The case for bigger classes rests primarily on the statistical evidence from societies in the Far East - notably Japan, China and the industrialised nations of Singapore, Korea, Taiwan and Hong Kong. These have both a tradition of large classes and an impressive performance in international comparisons of achievement, mainly at mathematics.

Yet class size is only one of many differences between the lives of school pupils in Britain and their equivalents in East Asia. Not only is it hard to establish a casual relationship between class size and achievement across such different countries; there is not even a common notion of education from which to start. Compared with their British counterparts, East Asian teachers spend more time on teaching facts to pupils, which they write down in silence and then memorise at home, and less on drawing out their ideas and expanding their imaginations. Under such systems, it is no wonder that class sizes matter less.

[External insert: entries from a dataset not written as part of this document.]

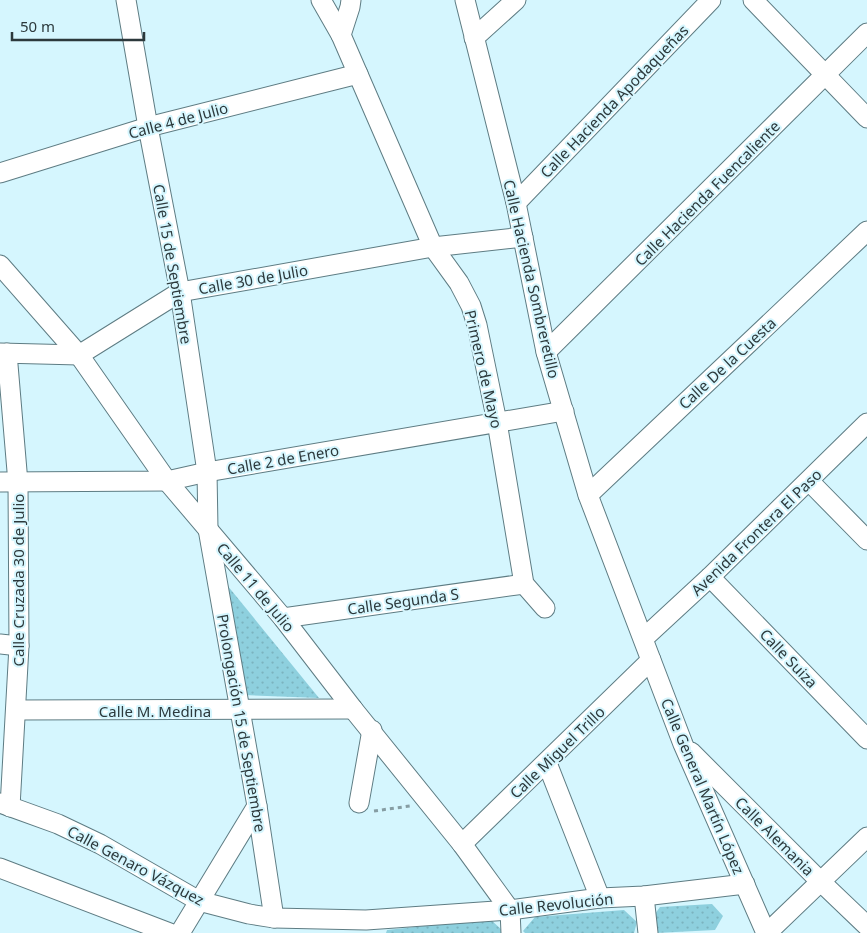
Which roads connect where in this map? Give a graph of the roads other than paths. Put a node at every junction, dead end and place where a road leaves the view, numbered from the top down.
1 (126, 0) edge
2 (321, 0) edge
3 (350, 0) edge
4 (464, 0) edge
5 (516, 0) edge
6 (711, 0) edge
7 (753, 0) edge
8 (867, 32) edge
9 (341, 34) junction
10 (474, 38) junction
11 (358, 74) junction
12 (826, 75) junction
13 (867, 118) edge
14 (148, 127) junction
15 (0, 173) edge
16 (516, 203) junction
17 (867, 231) edge
18 (523, 237) junction
19 (433, 247) junction
20 (0, 265) edge
21 (180, 292) junction
22 (546, 352) junction
23 (3, 353) edge
24 (79, 355) junction
25 (564, 411) junction
26 (497, 422) junction
27 (867, 423) edge
28 (207, 472) junction
29 (809, 481) junction
30 (167, 482) junction
31 (9, 483) edge
32 (588, 495) junction
33 (208, 529) junction
34 (867, 540) edge
35 (710, 577) junction
36 (524, 584) junction
37 (545, 608) dead end
38 (283, 618) junction
39 (644, 638) junction
40 (0, 644) edge
41 (19, 646) junction
42 (651, 660) junction
43 (353, 709) junction
44 (16, 710) junction
45 (240, 711) junction
46 (372, 730) junction
47 (867, 739) edge
48 (683, 744) junction
49 (547, 763) junction
50 (359, 803) road end
51 (5, 805) edge
52 (257, 806) junction
53 (867, 837) edge
54 (462, 844) junction
55 (0, 868) edge
56 (820, 882) junction
57 (745, 884) junction
58 (644, 896) junction
59 (600, 898) junction
60 (199, 901) junction
61 (510, 910) junction
62 (274, 918) junction
63 (367, 926) edge
64 (867, 926) edge
65 (170, 933) edge
66 (180, 933) edge
67 (511, 933) edge
68 (648, 933) edge
69 (767, 933) edge

1 - 14 street, Calle 15 de Septiembre
2 - 9 street, Primero de Mayo
3 - 9 street
4 - 10 street, Calle Hacienda Sombreretillo
5 - 10 street
6 - 16 street, Calle Hacienda Apodaqueñas
7 - 12 street
8 - 12 street, Calle Hacienda Fuencaliente
9 - 11 street, Primero de Mayo
10 - 16 street, Calle Hacienda Sombreretillo
11 - 14 street, Calle 4 de Julio
11 - 19 street, Primero de Mayo
12 - 13 street
12 - 22 street, Calle Hacienda Fuencaliente
14 - 15 street, Calle 4 de Julio
14 - 21 street, Calle 15 de Septiembre
16 - 18 street, Calle Hacienda Sombreretillo
17 - 32 street, Calle De la Cuesta
18 - 19 street, Calle 30 de Julio
18 - 22 street, Calle Hacienda Sombreretillo
19 - 21 street, Calle 30 de Julio
19 - 26 street, Primero de Mayo
20 - 24 street, Calle 11 de Julio
21 - 24 street, Calle 30 de Julio
21 - 28 street, Calle 15 de Septiembre
22 - 25 street, Calle Hacienda Sombreretillo
23 - 24 street
23 - 31 street, Calle Cruzada 30 de Julio
24 - 30 street, Calle 11 de Julio
25 - 26 street, Calle 2 de Enero
25 - 32 street, Calle Hacienda Sombreretillo
26 - 28 street, Calle 2 de Enero
26 - 36 street, Primero de Mayo
27 - 29 street, Avenida Frontera El Paso
28 - 30 street, Calle 2 de Enero
28 - 33 street, Calle 15 de Septiembre
29 - 34 street
29 - 35 street, Avenida Frontera El Paso
30 - 31 street, Calle 2 de Enero
30 - 33 street, Calle 11 de Julio
31 - 41 street, Calle Cruzada 30 de Julio
32 - 39 street, Calle Hacienda Sombreretillo
33 - 38 street, Calle 11 de Julio
33 - 45 street, Prolongación 15 de Septiembre
35 - 39 street, Avenida Frontera El Paso
35 - 47 street, Calle Suiza
36 - 37 street
36 - 38 street, Calle Segunda S
38 - 43 street, Calle 11 de Julio
39 - 42 street, Calle General Martín López
40 - 41 street
41 - 44 street, Calle Cruzada 30 de Julio
42 - 48 street, Calle General Martín López
42 - 49 street, Calle Miguel Trillo
43 - 45 street, Calle M. Medina
43 - 46 street, Calle 11 de Julio
44 - 45 street, Calle M. Medina
44 - 51 street, Calle Cruzada 30 de Julio
45 - 52 street, Prolongación 15 de Septiembre
46 - 50 street
46 - 54 street, Calle 11 de Julio
48 - 56 street, Calle Alemania
48 - 57 street, Calle General Martín López
49 - 54 street, Calle Miguel Trillo
49 - 59 street
51 - 60 street, Calle Genaro Vázquez
52 - 60 street
52 - 62 street, Prolongación 15 de Septiembre
53 - 56 street
54 - 61 street, Calle 11 de Julio
55 - 65 street
56 - 64 street, Calle Alemania
56 - 69 street
57 - 58 street, Calle Revolución
57 - 69 street, Calle General Martín López
58 - 59 street, Calle Revolución
58 - 68 street
59 - 61 street, Calle Revolución
60 - 62 street, Calle Genaro Vázquez
60 - 66 street
61 - 63 street, Calle Revolución
61 - 67 street
62 - 63 street, Calle Genaro Vázquez

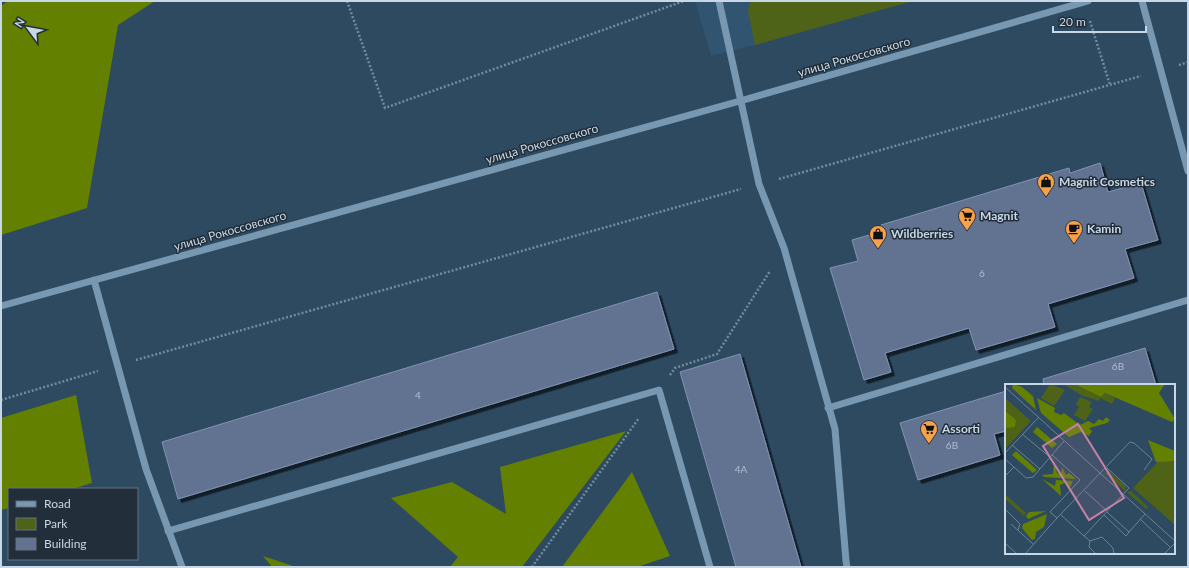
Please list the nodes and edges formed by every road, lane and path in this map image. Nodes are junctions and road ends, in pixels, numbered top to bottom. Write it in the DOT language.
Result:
graph roads {
  1 [pos="347,1"];
  2 [pos="684,1"];
  3 [pos="719,1"];
  4 [pos="1142,1"];
  5 [pos="1086,2"];
  6 [pos="1188,62"];
  7 [pos="1160,70"];
  8 [pos="1110,84"];
  9 [pos="740,101"];
  10 [pos="1188,171"];
  11 [pos="759,184"];
  12 [pos="94,280"];
  13 [pos="1188,300"];
  14 [pos="1,306"];
  15 [pos="117,365"];
  16 [pos="1,400"];
  17 [pos="828,408"];
  18 [pos="168,531"];
  19 [pos="182,567"];
  20 [pos="710,567"];
  21 [pos="848,567"];
  1 -- 2 [label="path"];
  3 -- 9 [label="street"];
  4 -- 7 [label="street"];
  5 -- 8 [label="path"];
  5 -- 9 [label="street, улица Рокоссовского"];
  6 -- 7 [label="path"];
  7 -- 8 [label="path"];
  7 -- 10 [label="street"];
  8 -- 11 [label="path"];
  9 -- 11 [label="street"];
  9 -- 12 [label="street, улица Рокоссовского"];
  11 -- 15 [label="path"];
  11 -- 17 [label="street"];
  12 -- 14 [label="street, улица Рокоссовского"];
  12 -- 15 [label="street"];
  13 -- 17 [label="street"];
  15 -- 16 [label="path"];
  15 -- 18 [label="street"];
  17 -- 21 [label="street"];
  18 -- 19 [label="street"];
  18 -- 20 [label="street"];
}
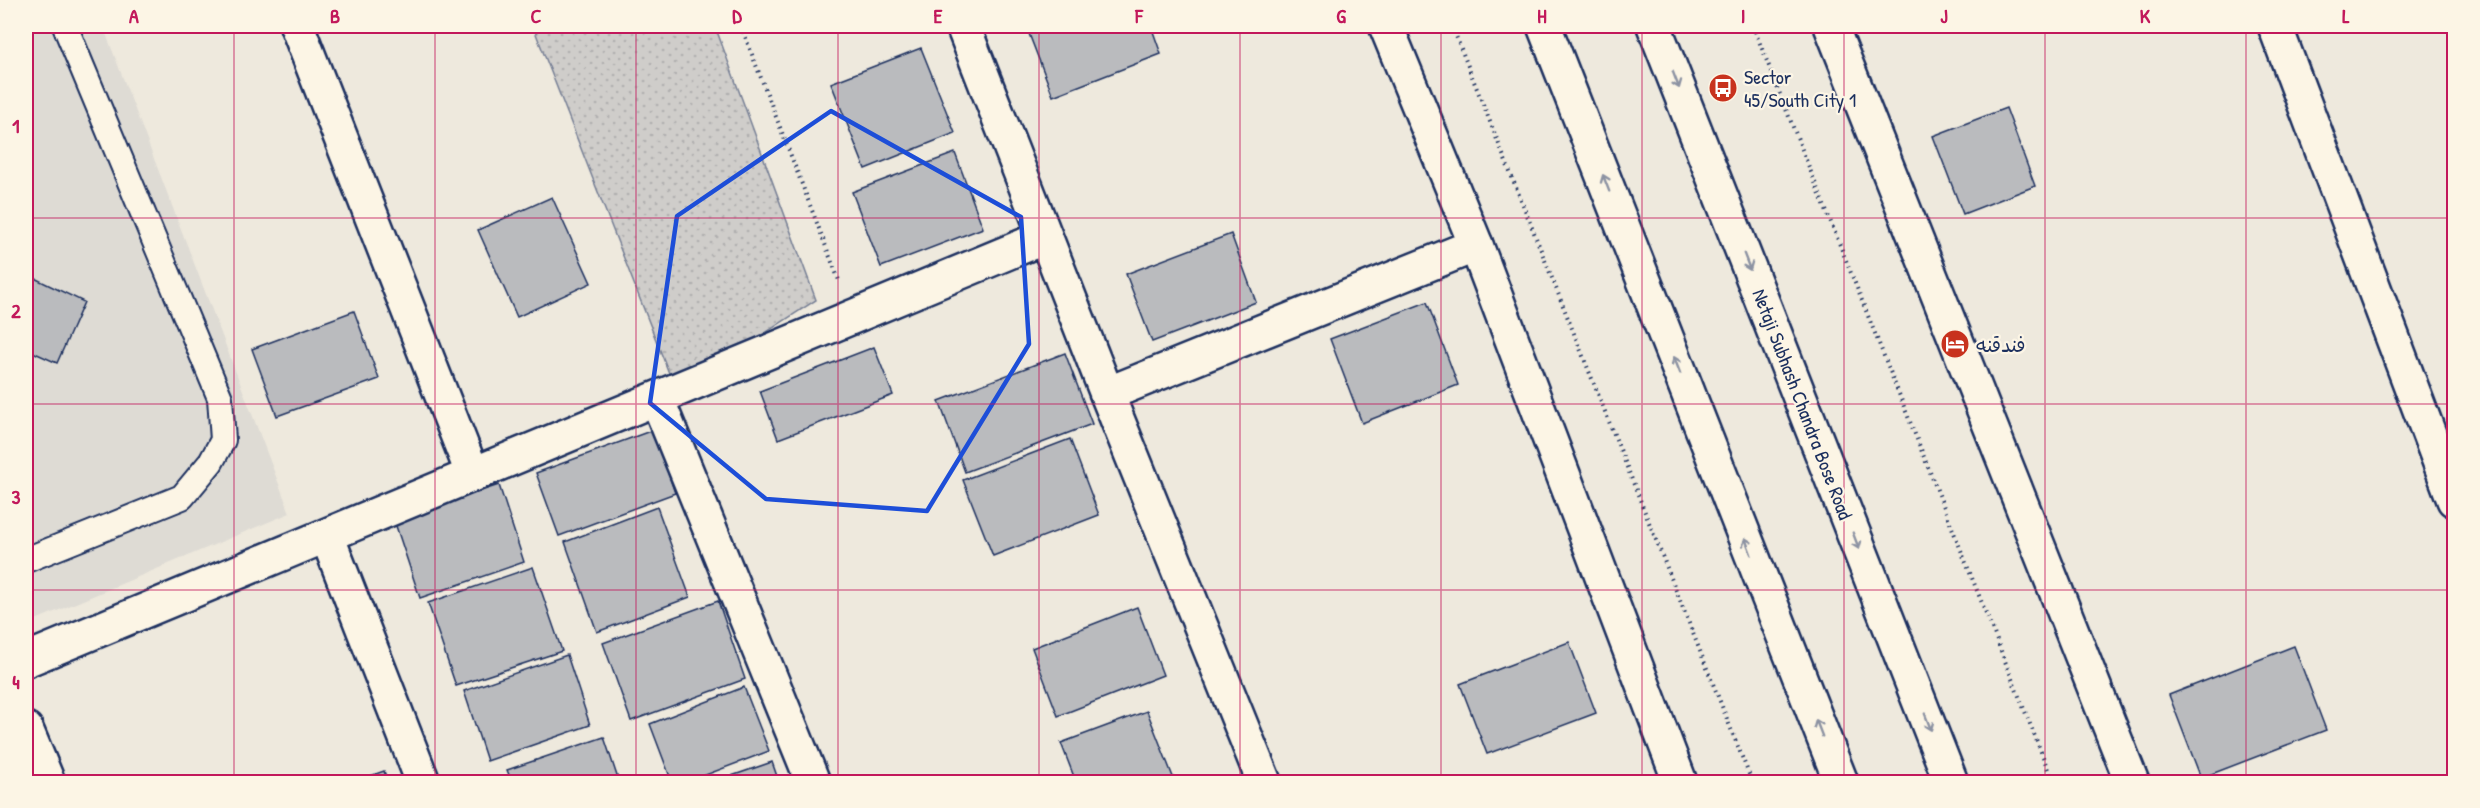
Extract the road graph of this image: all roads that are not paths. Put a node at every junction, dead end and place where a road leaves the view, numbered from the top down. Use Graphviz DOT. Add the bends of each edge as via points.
graph roads {
  1 [pos="64,26"];
  2 [pos="297,26"];
  3 [pos="963,26"];
  4 [pos="1386,26"];
  5 [pos="1544,26"];
  6 [pos="1654,26"];
  7 [pos="1831,26"];
  8 [pos="2275,26"];
  9 [pos="1045,237"];
  10 [pos="1476,245"];
  11 [pos="1107,394"];
  12 [pos="657,399"];
  13 [pos="473,475"];
  14 [pos="2454,500"];
  15 [pos="327,536"];
  16 [pos="26,560"];
  17 [pos="26,660"];
  18 [pos="26,729"];
  19 [pos="48,783"];
  20 [pos="423,783"];
  21 [pos="813,783"];
  22 [pos="1264,783"];
  23 [pos="1680,783"];
  24 [pos="1841,783"];
  25 [pos="1951,783"];
  26 [pos="2132,783"];
  1 -- 16 [label="lane" via="220,398 223,440 211,462 182,497"];
  2 -- 13 [label="street"];
  3 -- 9 [label="street"];
  4 -- 10 [label="street"];
  24 -- 5 [label="street, one-way"];
  6 -- 25 [label="street, Netaji Subhash Chandra Bose Road, one-way"];
  7 -- 26 [label="street"];
  8 -- 14 [label="street"];
  9 -- 11 [label="street"];
  9 -- 12 [label="street"];
  10 -- 11 [label="street"];
  10 -- 23 [label="street"];
  11 -- 22 [label="street"];
  12 -- 13 [label="street"];
  12 -- 21 [label="street"];
  13 -- 15 [label="street"];
  15 -- 17 [label="street"];
  15 -- 20 [label="street"];
  18 -- 19 [label="street"];
}
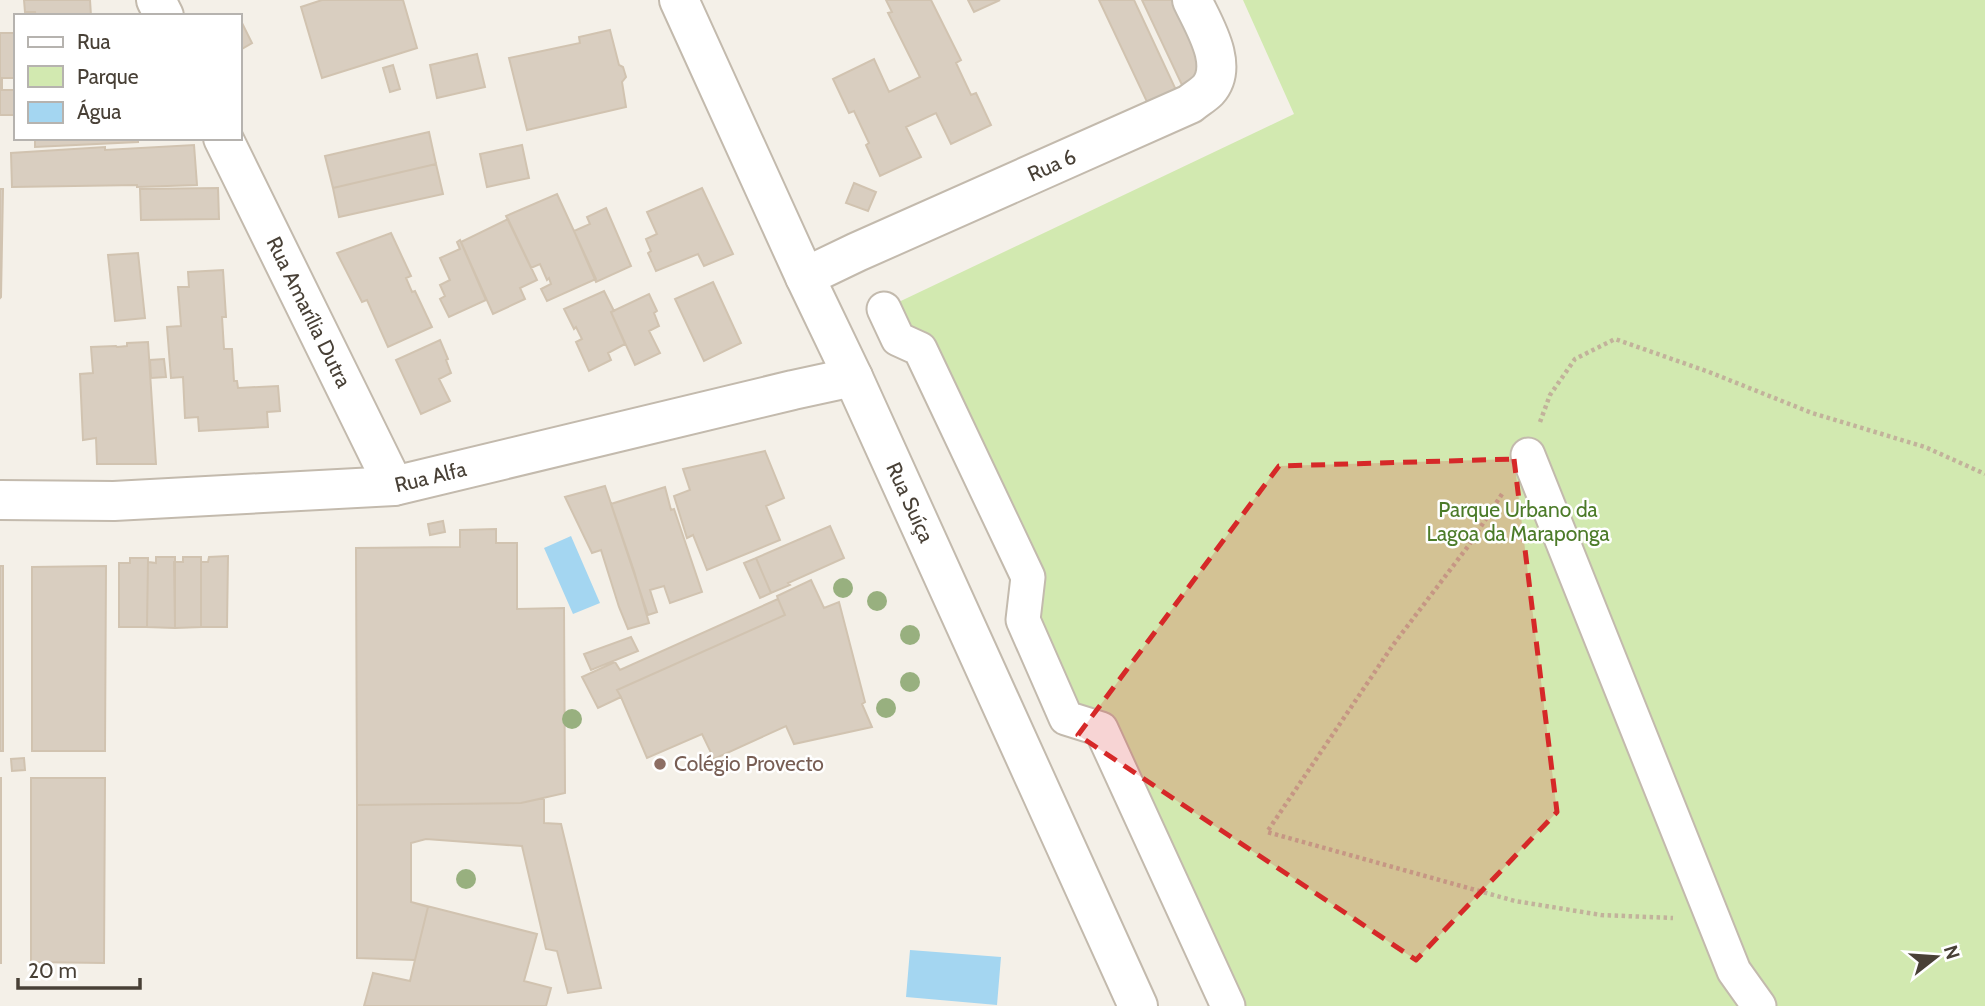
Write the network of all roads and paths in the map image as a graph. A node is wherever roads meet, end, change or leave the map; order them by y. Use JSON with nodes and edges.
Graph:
{"nodes":[{"id":1,"x":680,"y":0,"type":"edge"},
{"id":2,"x":1192,"y":0,"type":"edge"},
{"id":3,"x":224,"y":140,"type":"edge"},
{"id":4,"x":805,"y":277,"type":"junction"},
{"id":5,"x":884,"y":309,"type":"dead end"},
{"id":6,"x":853,"y":377,"type":"junction"},
{"id":7,"x":1528,"y":455,"type":"dead end"},
{"id":8,"x":394,"y":486,"type":"junction"},
{"id":9,"x":0,"y":500,"type":"edge"},
{"id":10,"x":1267,"y":832,"type":"dead end"},
{"id":11,"x":1713,"y":919,"type":"junction"},
{"id":12,"x":1138,"y":1006,"type":"edge"},
{"id":13,"x":1228,"y":1006,"type":"edge"},
{"id":14,"x":1759,"y":1006,"type":"edge"}],
"edges":[{"from":1,"to":4,"type":"street","name":"Rua Suíça"},
{"from":2,"to":4,"type":"street","name":"Rua 6"},
{"from":3,"to":8,"type":"street","name":"Rua Amarília Dutra"},
{"from":4,"to":6,"type":"street","name":"Rua Suíça"},
{"from":5,"to":13,"type":"street"},
{"from":6,"to":8,"type":"street","name":"Rua Alfa"},
{"from":6,"to":12,"type":"street","name":"Rua Suíça"},
{"from":7,"to":11,"type":"street"},
{"from":8,"to":9,"type":"street","name":"Rua Alfa"},
{"from":10,"to":11,"type":"path"},
{"from":11,"to":14,"type":"street"}]}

When this debate surfaces in Britain, vested interests are all too easy to detect. The Treasury will always be receptive to the suggestion that there are better ways to improve British education than to hire more teachers; teaching unions will inevitably wish the reduction of student-teacher ratios to be a primary aim of education policy, and will lobby for increases in teacher numbers on that basis.

The truth, as most parents know from their own workplaces, is that other things being equal, it is easier to communicate with fewer people than with more. The trouble is that in education, other things are not equal. And that is why we should shrink from drawing sweeping conclusions from unsubstantiated statistics.